Collected data:
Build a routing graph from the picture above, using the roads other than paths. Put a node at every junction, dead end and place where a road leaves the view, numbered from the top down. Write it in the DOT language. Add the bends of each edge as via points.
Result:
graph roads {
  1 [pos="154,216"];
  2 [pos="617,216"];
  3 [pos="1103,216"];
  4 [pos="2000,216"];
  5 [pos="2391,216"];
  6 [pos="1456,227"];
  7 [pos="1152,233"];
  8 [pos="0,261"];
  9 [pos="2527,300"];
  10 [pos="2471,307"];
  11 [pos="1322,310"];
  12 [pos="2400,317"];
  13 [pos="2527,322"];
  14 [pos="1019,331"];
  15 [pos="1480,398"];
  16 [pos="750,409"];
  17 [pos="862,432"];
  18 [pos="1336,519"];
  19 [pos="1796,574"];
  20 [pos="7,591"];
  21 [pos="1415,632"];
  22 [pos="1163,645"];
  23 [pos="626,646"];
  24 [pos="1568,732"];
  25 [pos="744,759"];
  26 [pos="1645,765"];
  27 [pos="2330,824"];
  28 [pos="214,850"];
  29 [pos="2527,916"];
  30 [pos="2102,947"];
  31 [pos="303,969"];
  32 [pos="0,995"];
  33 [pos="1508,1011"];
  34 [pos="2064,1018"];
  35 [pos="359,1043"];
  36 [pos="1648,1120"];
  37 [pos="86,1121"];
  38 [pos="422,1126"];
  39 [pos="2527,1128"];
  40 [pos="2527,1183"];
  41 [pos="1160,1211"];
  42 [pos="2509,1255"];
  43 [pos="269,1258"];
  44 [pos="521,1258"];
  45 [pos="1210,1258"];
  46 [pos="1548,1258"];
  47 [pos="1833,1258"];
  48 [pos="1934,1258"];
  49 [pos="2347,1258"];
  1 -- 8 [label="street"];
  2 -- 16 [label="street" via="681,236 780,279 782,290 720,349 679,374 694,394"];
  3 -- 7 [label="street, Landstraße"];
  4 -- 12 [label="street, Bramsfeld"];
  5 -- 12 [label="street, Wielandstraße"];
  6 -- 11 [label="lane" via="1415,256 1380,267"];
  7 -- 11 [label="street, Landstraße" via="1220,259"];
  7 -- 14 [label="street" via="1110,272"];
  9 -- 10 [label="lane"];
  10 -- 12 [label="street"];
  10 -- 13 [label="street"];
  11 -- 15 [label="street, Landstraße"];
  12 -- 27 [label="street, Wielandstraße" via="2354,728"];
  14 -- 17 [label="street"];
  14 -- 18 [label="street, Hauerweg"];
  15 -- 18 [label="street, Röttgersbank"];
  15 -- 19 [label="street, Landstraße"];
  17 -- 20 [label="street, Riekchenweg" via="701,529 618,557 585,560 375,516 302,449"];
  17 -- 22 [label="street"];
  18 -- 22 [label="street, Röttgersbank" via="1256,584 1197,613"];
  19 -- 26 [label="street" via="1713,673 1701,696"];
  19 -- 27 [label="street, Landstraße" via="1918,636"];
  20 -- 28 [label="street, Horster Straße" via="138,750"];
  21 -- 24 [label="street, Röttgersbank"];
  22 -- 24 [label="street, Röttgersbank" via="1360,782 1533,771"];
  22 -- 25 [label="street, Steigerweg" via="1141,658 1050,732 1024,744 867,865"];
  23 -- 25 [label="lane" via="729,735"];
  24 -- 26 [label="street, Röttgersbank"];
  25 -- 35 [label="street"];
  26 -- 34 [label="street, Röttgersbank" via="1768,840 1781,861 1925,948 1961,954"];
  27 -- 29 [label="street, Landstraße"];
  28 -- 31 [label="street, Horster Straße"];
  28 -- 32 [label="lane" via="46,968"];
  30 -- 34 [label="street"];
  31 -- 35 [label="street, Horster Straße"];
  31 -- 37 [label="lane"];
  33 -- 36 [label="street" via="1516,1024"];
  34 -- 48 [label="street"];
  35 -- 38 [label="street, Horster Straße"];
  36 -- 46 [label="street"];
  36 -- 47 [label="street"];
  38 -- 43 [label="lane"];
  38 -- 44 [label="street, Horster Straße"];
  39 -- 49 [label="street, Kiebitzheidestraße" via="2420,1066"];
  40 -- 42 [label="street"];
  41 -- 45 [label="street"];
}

(BRIEF)
Look through the data and gather every line with the string "graph" in it.

(RESULT OF THIS EXERCISE)
Build a routing graph from the picture above, using the roads other than paths. Put a node at every junction, dead end and place where a road leaves the view, numbered from the top down. Write it in the DOT language. Add the bends of each edge as via points.
graph roads {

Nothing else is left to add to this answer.